### REQUIREMENT
Each record that follows is to be reproduced character for character, pictures excepted.

### WORKING DATA
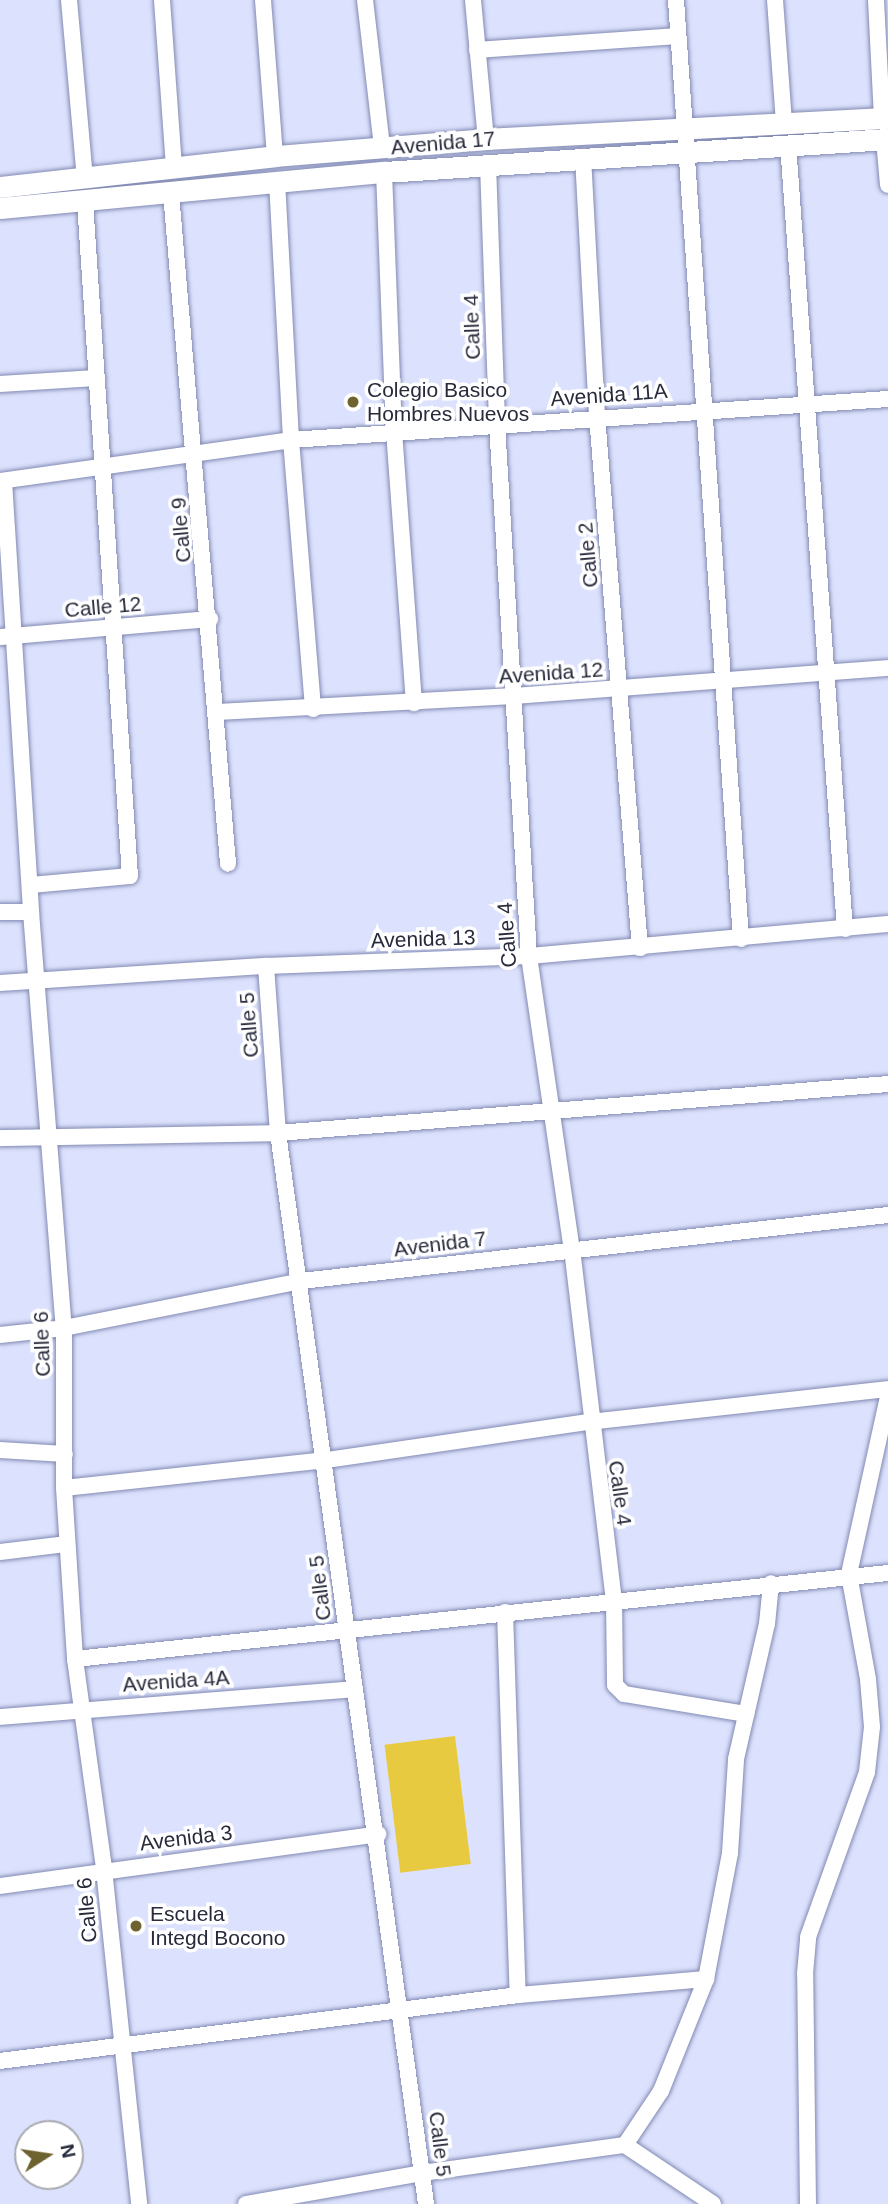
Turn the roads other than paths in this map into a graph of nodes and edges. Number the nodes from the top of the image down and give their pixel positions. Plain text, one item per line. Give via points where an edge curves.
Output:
1 (69, 0) edge
2 (162, 0) edge
3 (263, 0) edge
4 (365, 0) edge
5 (473, 0) edge
6 (676, 0) edge
7 (775, 0) edge
8 (876, 0) edge
9 (678, 36) junction
10 (477, 50) junction
11 (684, 126) junction
12 (885, 128) edge
13 (786, 134) junction
14 (486, 139) junction
15 (382, 148) junction
16 (685, 149) junction
17 (275, 156) junction
18 (583, 157) junction
19 (488, 164) junction
20 (174, 168) junction
21 (384, 172) junction
22 (85, 178) junction
23 (277, 181) junction
24 (888, 185) edge
25 (0, 187) edge
26 (171, 192) junction
27 (85, 202) junction
28 (0, 208) edge
29 (96, 378) junction
30 (0, 384) edge
31 (888, 400) edge
32 (808, 403) junction
33 (702, 409) junction
34 (597, 416) junction
35 (497, 424) junction
36 (394, 431) junction
37 (291, 440) junction
38 (196, 452) junction
39 (104, 468) junction
40 (2, 481) edge
41 (210, 619) junction
42 (112, 627) junction
43 (7, 636) edge
44 (888, 668) edge
45 (824, 672) junction
46 (726, 680) junction
47 (621, 689) junction
48 (515, 696) junction
49 (414, 703) junction
50 (313, 709) junction
51 (216, 712) junction
52 (228, 864) dead end
53 (31, 885) junction
54 (0, 912) edge
55 (31, 912) junction
56 (888, 924) edge
57 (845, 929) junction
58 (741, 939) junction
59 (640, 948) junction
60 (529, 956) junction
61 (266, 966) junction
62 (36, 981) junction
63 (0, 983) edge
64 (888, 1084) edge
65 (550, 1112) junction
66 (278, 1133) junction
67 (49, 1135) junction
68 (0, 1138) edge
69 (888, 1215) edge
70 (572, 1249) junction
71 (301, 1281) junction
72 (64, 1328) junction
73 (0, 1335) edge
74 (888, 1390) edge
75 (888, 1397) edge
76 (589, 1422) junction
77 (0, 1450) edge
78 (65, 1454) junction
79 (327, 1460) junction
80 (64, 1488) junction
81 (66, 1544) junction
82 (0, 1552) edge
83 (888, 1573) edge
84 (849, 1574) junction
85 (771, 1583) junction
86 (614, 1600) junction
87 (505, 1612) junction
88 (346, 1629) junction
89 (75, 1660) junction
90 (355, 1689) junction
91 (80, 1709) junction
92 (746, 1714) junction
93 (0, 1717) edge
94 (378, 1834) junction
95 (104, 1869) junction
96 (0, 1886) edge
97 (706, 1979) junction
98 (518, 1994) junction
99 (401, 2010) junction
100 (120, 2044) junction
101 (0, 2061) edge
102 (625, 2145) junction
103 (422, 2173) junction
104 (139, 2204) edge
105 (246, 2204) edge
106 (426, 2204) edge
107 (713, 2204) edge
108 (808, 2204) edge

1 - 22 street
2 - 20 street
3 - 17 street
4 - 15 street
5 - 10 street
6 - 9 street
7 - 13 street
8 - 12 street
9 - 10 street
9 - 11 street
10 - 14 street
11 - 13 street, Avenida 17
11 - 14 street, Avenida 17
11 - 16 street
12 - 13 street, Avenida 17
12 - 24 street
13 - 16 street, Avenida 17
13 - 32 street
14 - 15 street, Avenida 17
15 - 17 street, Avenida 17
16 - 18 street, Avenida 17
16 - 33 street
17 - 20 street, Avenida 17
18 - 19 street, Avenida 17
18 - 34 street, Calle 2
19 - 21 street, Avenida 17
19 - 35 street, Calle 4
20 - 22 street, Avenida 17
21 - 23 street, Avenida 17
21 - 36 street
22 - 25 street, Avenida 17
23 - 26 street, Avenida 17
23 - 37 street
26 - 27 street, Avenida 17
26 - 38 street, Calle 9
27 - 28 street, Avenida 17
27 - 29 street
29 - 30 street
29 - 39 street
31 - 32 street, Avenida 11A
32 - 33 street, Avenida 11A
32 - 45 street
33 - 34 street, Avenida 11A
33 - 46 street
34 - 35 street, Avenida 11A
34 - 47 street, Calle 2
35 - 36 street, Avenida 11A
35 - 48 street, Calle 4
36 - 37 street, Avenida 11A
36 - 49 street
37 - 38 street, Avenida 11A
37 - 50 street
38 - 39 street, Avenida 11A
38 - 41 street, Calle 9
39 - 40 street, Avenida 11A
39 - 42 street
40 - 43 street, Calle 6
41 - 42 street, Calle 12
41 - 51 street, Calle 9
42 - 43 street, Calle 12
42 - 53 street via 130,876
43 - 53 street, Calle 6
44 - 45 street, Avenida 12
45 - 46 street, Avenida 12
45 - 57 street
46 - 47 street, Avenida 12
46 - 58 street
47 - 48 street, Avenida 12
47 - 59 street, Calle 2
48 - 49 street, Avenida 12
48 - 60 street, Calle 4
49 - 50 street, Avenida 12
50 - 51 street, Avenida 12
51 - 52 street, Calle 9
53 - 55 street, Calle 6
54 - 55 street
55 - 62 street, Calle 6
56 - 57 street, Avenida 13
57 - 58 street, Avenida 13
58 - 59 street, Avenida 13
59 - 60 street, Avenida 13
60 - 61 street, Avenida 13
60 - 65 street, Calle 4
61 - 62 street, Avenida 13
61 - 66 street, Calle 5
62 - 63 street, Avenida 13
62 - 67 street, Calle 6
64 - 65 street
65 - 66 street
65 - 70 street, Calle 4
66 - 67 street
66 - 71 street, Calle 5
67 - 68 street
67 - 72 street, Calle 6
69 - 70 street, Avenida 7
70 - 71 street, Avenida 7
70 - 76 street, Calle 4
71 - 72 street, Avenida 7
71 - 79 street, Calle 5
72 - 73 street, Avenida 7
72 - 78 street, Calle 6
74 - 76 street
75 - 84 street
76 - 79 street
76 - 86 street, Calle 4
77 - 78 street
78 - 80 street, Calle 6
79 - 80 street
79 - 88 street, Calle 5
80 - 81 street, Calle 6
81 - 82 street
81 - 89 street, Calle 6
83 - 84 street
84 - 85 street
84 - 108 street via 872,1727 867,1772 808,1937 804,1974
85 - 86 street
85 - 92 street via 767,1625
86 - 87 street
86 - 92 street, Calle 4 via 615,1685 624,1694
87 - 88 street
87 - 98 street
88 - 89 street
88 - 90 street, Calle 5
89 - 91 street, Calle 6
90 - 91 street, Avenida 4A
90 - 94 street, Calle 5
91 - 93 street, Avenida 4A
91 - 95 street, Calle 6
92 - 97 street via 736,1759 730,1853
94 - 95 street, Avenida 3
94 - 99 street, Calle 5
95 - 96 street, Avenida 3
95 - 100 street, Calle 6
97 - 98 street
97 - 102 street via 661,2091
98 - 99 street
99 - 100 street
99 - 103 street, Calle 5
100 - 101 street
100 - 104 street, Calle 6
102 - 103 street
102 - 107 street
103 - 105 street
103 - 106 street, Calle 5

### ANSWER TO THIS TASK
Turn the roads other than paths in this map into a graph of nodes and edges. Number the nodes from the top of the image down and give their pixel positions. Plain text, one item per line. Give via points where an edge curves.
Output:
1 (69, 0) edge
2 (162, 0) edge
3 (263, 0) edge
4 (365, 0) edge
5 (473, 0) edge
6 (676, 0) edge
7 (775, 0) edge
8 (876, 0) edge
9 (678, 36) junction
10 (477, 50) junction
11 (684, 126) junction
12 (885, 128) edge
13 (786, 134) junction
14 (486, 139) junction
15 (382, 148) junction
16 (685, 149) junction
17 (275, 156) junction
18 (583, 157) junction
19 (488, 164) junction
20 (174, 168) junction
21 (384, 172) junction
22 (85, 178) junction
23 (277, 181) junction
24 (888, 185) edge
25 (0, 187) edge
26 (171, 192) junction
27 (85, 202) junction
28 (0, 208) edge
29 (96, 378) junction
30 (0, 384) edge
31 (888, 400) edge
32 (808, 403) junction
33 (702, 409) junction
34 (597, 416) junction
35 (497, 424) junction
36 (394, 431) junction
37 (291, 440) junction
38 (196, 452) junction
39 (104, 468) junction
40 (2, 481) edge
41 (210, 619) junction
42 (112, 627) junction
43 (7, 636) edge
44 (888, 668) edge
45 (824, 672) junction
46 (726, 680) junction
47 (621, 689) junction
48 (515, 696) junction
49 (414, 703) junction
50 (313, 709) junction
51 (216, 712) junction
52 (228, 864) dead end
53 (31, 885) junction
54 (0, 912) edge
55 (31, 912) junction
56 (888, 924) edge
57 (845, 929) junction
58 (741, 939) junction
59 (640, 948) junction
60 (529, 956) junction
61 (266, 966) junction
62 (36, 981) junction
63 (0, 983) edge
64 (888, 1084) edge
65 (550, 1112) junction
66 (278, 1133) junction
67 (49, 1135) junction
68 (0, 1138) edge
69 (888, 1215) edge
70 (572, 1249) junction
71 (301, 1281) junction
72 (64, 1328) junction
73 (0, 1335) edge
74 (888, 1390) edge
75 (888, 1397) edge
76 (589, 1422) junction
77 (0, 1450) edge
78 (65, 1454) junction
79 (327, 1460) junction
80 (64, 1488) junction
81 (66, 1544) junction
82 (0, 1552) edge
83 (888, 1573) edge
84 (849, 1574) junction
85 (771, 1583) junction
86 (614, 1600) junction
87 (505, 1612) junction
88 (346, 1629) junction
89 (75, 1660) junction
90 (355, 1689) junction
91 (80, 1709) junction
92 (746, 1714) junction
93 (0, 1717) edge
94 (378, 1834) junction
95 (104, 1869) junction
96 (0, 1886) edge
97 (706, 1979) junction
98 (518, 1994) junction
99 (401, 2010) junction
100 (120, 2044) junction
101 (0, 2061) edge
102 (625, 2145) junction
103 (422, 2173) junction
104 (139, 2204) edge
105 (246, 2204) edge
106 (426, 2204) edge
107 (713, 2204) edge
108 (808, 2204) edge

1 - 22 street
2 - 20 street
3 - 17 street
4 - 15 street
5 - 10 street
6 - 9 street
7 - 13 street
8 - 12 street
9 - 10 street
9 - 11 street
10 - 14 street
11 - 13 street, Avenida 17
11 - 14 street, Avenida 17
11 - 16 street
12 - 13 street, Avenida 17
12 - 24 street
13 - 16 street, Avenida 17
13 - 32 street
14 - 15 street, Avenida 17
15 - 17 street, Avenida 17
16 - 18 street, Avenida 17
16 - 33 street
17 - 20 street, Avenida 17
18 - 19 street, Avenida 17
18 - 34 street, Calle 2
19 - 21 street, Avenida 17
19 - 35 street, Calle 4
20 - 22 street, Avenida 17
21 - 23 street, Avenida 17
21 - 36 street
22 - 25 street, Avenida 17
23 - 26 street, Avenida 17
23 - 37 street
26 - 27 street, Avenida 17
26 - 38 street, Calle 9
27 - 28 street, Avenida 17
27 - 29 street
29 - 30 street
29 - 39 street
31 - 32 street, Avenida 11A
32 - 33 street, Avenida 11A
32 - 45 street
33 - 34 street, Avenida 11A
33 - 46 street
34 - 35 street, Avenida 11A
34 - 47 street, Calle 2
35 - 36 street, Avenida 11A
35 - 48 street, Calle 4
36 - 37 street, Avenida 11A
36 - 49 street
37 - 38 street, Avenida 11A
37 - 50 street
38 - 39 street, Avenida 11A
38 - 41 street, Calle 9
39 - 40 street, Avenida 11A
39 - 42 street
40 - 43 street, Calle 6
41 - 42 street, Calle 12
41 - 51 street, Calle 9
42 - 43 street, Calle 12
42 - 53 street via 130,876
43 - 53 street, Calle 6
44 - 45 street, Avenida 12
45 - 46 street, Avenida 12
45 - 57 street
46 - 47 street, Avenida 12
46 - 58 street
47 - 48 street, Avenida 12
47 - 59 street, Calle 2
48 - 49 street, Avenida 12
48 - 60 street, Calle 4
49 - 50 street, Avenida 12
50 - 51 street, Avenida 12
51 - 52 street, Calle 9
53 - 55 street, Calle 6
54 - 55 street
55 - 62 street, Calle 6
56 - 57 street, Avenida 13
57 - 58 street, Avenida 13
58 - 59 street, Avenida 13
59 - 60 street, Avenida 13
60 - 61 street, Avenida 13
60 - 65 street, Calle 4
61 - 62 street, Avenida 13
61 - 66 street, Calle 5
62 - 63 street, Avenida 13
62 - 67 street, Calle 6
64 - 65 street
65 - 66 street
65 - 70 street, Calle 4
66 - 67 street
66 - 71 street, Calle 5
67 - 68 street
67 - 72 street, Calle 6
69 - 70 street, Avenida 7
70 - 71 street, Avenida 7
70 - 76 street, Calle 4
71 - 72 street, Avenida 7
71 - 79 street, Calle 5
72 - 73 street, Avenida 7
72 - 78 street, Calle 6
74 - 76 street
75 - 84 street
76 - 79 street
76 - 86 street, Calle 4
77 - 78 street
78 - 80 street, Calle 6
79 - 80 street
79 - 88 street, Calle 5
80 - 81 street, Calle 6
81 - 82 street
81 - 89 street, Calle 6
83 - 84 street
84 - 85 street
84 - 108 street via 872,1727 867,1772 808,1937 804,1974
85 - 86 street
85 - 92 street via 767,1625
86 - 87 street
86 - 92 street, Calle 4 via 615,1685 624,1694
87 - 88 street
87 - 98 street
88 - 89 street
88 - 90 street, Calle 5
89 - 91 street, Calle 6
90 - 91 street, Avenida 4A
90 - 94 street, Calle 5
91 - 93 street, Avenida 4A
91 - 95 street, Calle 6
92 - 97 street via 736,1759 730,1853
94 - 95 street, Avenida 3
94 - 99 street, Calle 5
95 - 96 street, Avenida 3
95 - 100 street, Calle 6
97 - 98 street
97 - 102 street via 661,2091
98 - 99 street
99 - 100 street
99 - 103 street, Calle 5
100 - 101 street
100 - 104 street, Calle 6
102 - 103 street
102 - 107 street
103 - 105 street
103 - 106 street, Calle 5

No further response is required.